Last updated on February 12, 2024
Methodology
We took a close look at over 90 financial institutions and financial service providers, including the largest U.S. banks based on assets, internet search traffic and other factors; the nation’s largest credit unions, based on assets and membership; and other notable and/or emerging players in the industry. We rated them on criteria including annual percentage yields, minimum balances, fees, digital experience and more.

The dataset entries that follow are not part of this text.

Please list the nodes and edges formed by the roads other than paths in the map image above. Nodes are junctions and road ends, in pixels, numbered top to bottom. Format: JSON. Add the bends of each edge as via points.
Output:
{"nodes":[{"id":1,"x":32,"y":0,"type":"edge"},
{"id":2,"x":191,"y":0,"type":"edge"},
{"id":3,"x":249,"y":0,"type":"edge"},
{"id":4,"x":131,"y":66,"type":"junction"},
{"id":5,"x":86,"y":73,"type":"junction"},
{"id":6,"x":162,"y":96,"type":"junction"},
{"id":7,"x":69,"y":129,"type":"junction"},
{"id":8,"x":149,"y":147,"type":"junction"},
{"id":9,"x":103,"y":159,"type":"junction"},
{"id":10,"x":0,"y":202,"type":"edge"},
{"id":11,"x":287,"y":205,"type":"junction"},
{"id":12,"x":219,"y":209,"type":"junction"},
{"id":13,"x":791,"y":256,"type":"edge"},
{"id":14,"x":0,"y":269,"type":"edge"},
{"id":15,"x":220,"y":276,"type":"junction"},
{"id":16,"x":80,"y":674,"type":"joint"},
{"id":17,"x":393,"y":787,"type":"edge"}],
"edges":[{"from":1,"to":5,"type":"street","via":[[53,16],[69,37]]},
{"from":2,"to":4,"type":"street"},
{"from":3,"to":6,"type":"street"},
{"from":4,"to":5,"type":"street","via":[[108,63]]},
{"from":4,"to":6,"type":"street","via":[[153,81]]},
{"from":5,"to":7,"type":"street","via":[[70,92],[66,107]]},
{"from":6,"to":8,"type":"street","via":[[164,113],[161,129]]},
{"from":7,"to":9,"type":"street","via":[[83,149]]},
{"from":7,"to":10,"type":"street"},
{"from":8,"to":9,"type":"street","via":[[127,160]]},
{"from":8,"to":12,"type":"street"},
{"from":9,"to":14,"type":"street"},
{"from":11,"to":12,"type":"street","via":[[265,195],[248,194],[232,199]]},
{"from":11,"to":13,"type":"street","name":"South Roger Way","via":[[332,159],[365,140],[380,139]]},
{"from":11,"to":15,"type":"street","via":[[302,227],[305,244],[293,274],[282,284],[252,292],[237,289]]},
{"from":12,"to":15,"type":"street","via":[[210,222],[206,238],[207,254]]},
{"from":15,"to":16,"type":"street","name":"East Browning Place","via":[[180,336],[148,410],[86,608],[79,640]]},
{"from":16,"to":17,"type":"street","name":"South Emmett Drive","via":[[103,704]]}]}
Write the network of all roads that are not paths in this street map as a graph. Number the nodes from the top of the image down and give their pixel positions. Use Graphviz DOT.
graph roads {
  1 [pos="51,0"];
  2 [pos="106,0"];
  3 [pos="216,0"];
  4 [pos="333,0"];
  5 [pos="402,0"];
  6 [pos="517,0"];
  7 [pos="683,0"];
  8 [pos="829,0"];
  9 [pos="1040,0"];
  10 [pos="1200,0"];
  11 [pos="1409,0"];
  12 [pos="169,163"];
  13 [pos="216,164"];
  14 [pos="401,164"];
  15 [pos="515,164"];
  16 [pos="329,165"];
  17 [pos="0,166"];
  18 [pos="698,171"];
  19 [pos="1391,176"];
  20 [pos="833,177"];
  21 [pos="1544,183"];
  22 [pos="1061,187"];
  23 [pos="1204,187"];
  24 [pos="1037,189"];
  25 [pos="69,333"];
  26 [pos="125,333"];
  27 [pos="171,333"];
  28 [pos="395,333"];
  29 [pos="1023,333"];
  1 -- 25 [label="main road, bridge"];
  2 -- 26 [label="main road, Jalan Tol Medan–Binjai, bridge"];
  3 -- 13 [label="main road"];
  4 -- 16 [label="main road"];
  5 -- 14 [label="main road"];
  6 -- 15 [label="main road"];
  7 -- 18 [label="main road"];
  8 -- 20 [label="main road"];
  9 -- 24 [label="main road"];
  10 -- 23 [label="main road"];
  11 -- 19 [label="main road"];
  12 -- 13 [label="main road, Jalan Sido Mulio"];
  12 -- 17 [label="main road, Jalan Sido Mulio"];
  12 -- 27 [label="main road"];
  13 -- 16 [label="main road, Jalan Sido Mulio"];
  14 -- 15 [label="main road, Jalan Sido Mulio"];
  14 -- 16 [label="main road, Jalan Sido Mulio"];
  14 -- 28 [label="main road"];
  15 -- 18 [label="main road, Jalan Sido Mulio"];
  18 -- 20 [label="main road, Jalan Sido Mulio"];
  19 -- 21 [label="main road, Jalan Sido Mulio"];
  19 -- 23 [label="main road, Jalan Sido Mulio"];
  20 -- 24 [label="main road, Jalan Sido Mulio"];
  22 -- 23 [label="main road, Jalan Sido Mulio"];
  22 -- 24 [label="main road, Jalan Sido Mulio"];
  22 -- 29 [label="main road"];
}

Financial institutions and providers surveyed are: Affirm, Alaska USA Federal Credit Union, All America Bank, Alliant Credit Union, Ally Bank, Amalgamated Bank, America First Credit Union, American Express National Bank, Andrews Federal Credit Union, Associated Bank, Axos Bank, Bank of America, Bank of the West, Bank5 Connect, Bank7, Barclays, Bask Bank, BMO, Boeing Employees Credit Union, Bread Savings, BrioDirect, Capital One, Charles Schwab Bank, Chase, Chime, CIBC U.S., CIT Bank, Citibank, Citizens, Citizens Bank, City First Bank, Commerce Bank, Community First Credit Union of Florida, ConnectOne Bank, Connexus Credit Union, Consumers Credit Union, Current, Delta Community Credit Union, Discover Bank, E*TRADE, Fifth Third Bank, First Foundation, First National Bank, First Republic Bank, First Tech Federal Credit Union, Flagstar Bank, FNBO Direct, GO2bank, Golden 1 Credit Union, Hope Credit Union, Huntington Bank, Industrial Bank, Ivy Bank, Ivy Bank, KeyBank, LendingClub Bank, Liberty Bank, Live Oak Bank, M&T Bank, Marcus by Goldman Sachs, Navy Federal Credit Union, NBKC, One, OneUnited Bank, Pentagon Federal Credit Union, PNC, Popular Direct, PurePoint Financial, Quontic Bank, Regions Bank, Revolut, Salem Five Direct, Sallie Mae Bank, Santander Bank, Scarlet, SchoolsFirst Federal Credit Union, Security Service Federal Credit Union, Self-Help Credit Union, Service Credit Union, SoFi, State Employees’ Credit Union of North Carolina, Suncoast Credit Union, Synchrony Bank, TAB Bank, TD Bank, TIAA Bank, Truist Bank, U.S. Bank, UFB Direct, Union Bank, Upgrade, USAA Bank, Varo, Vio Bank, Wells Fargo and Zynlo Bank.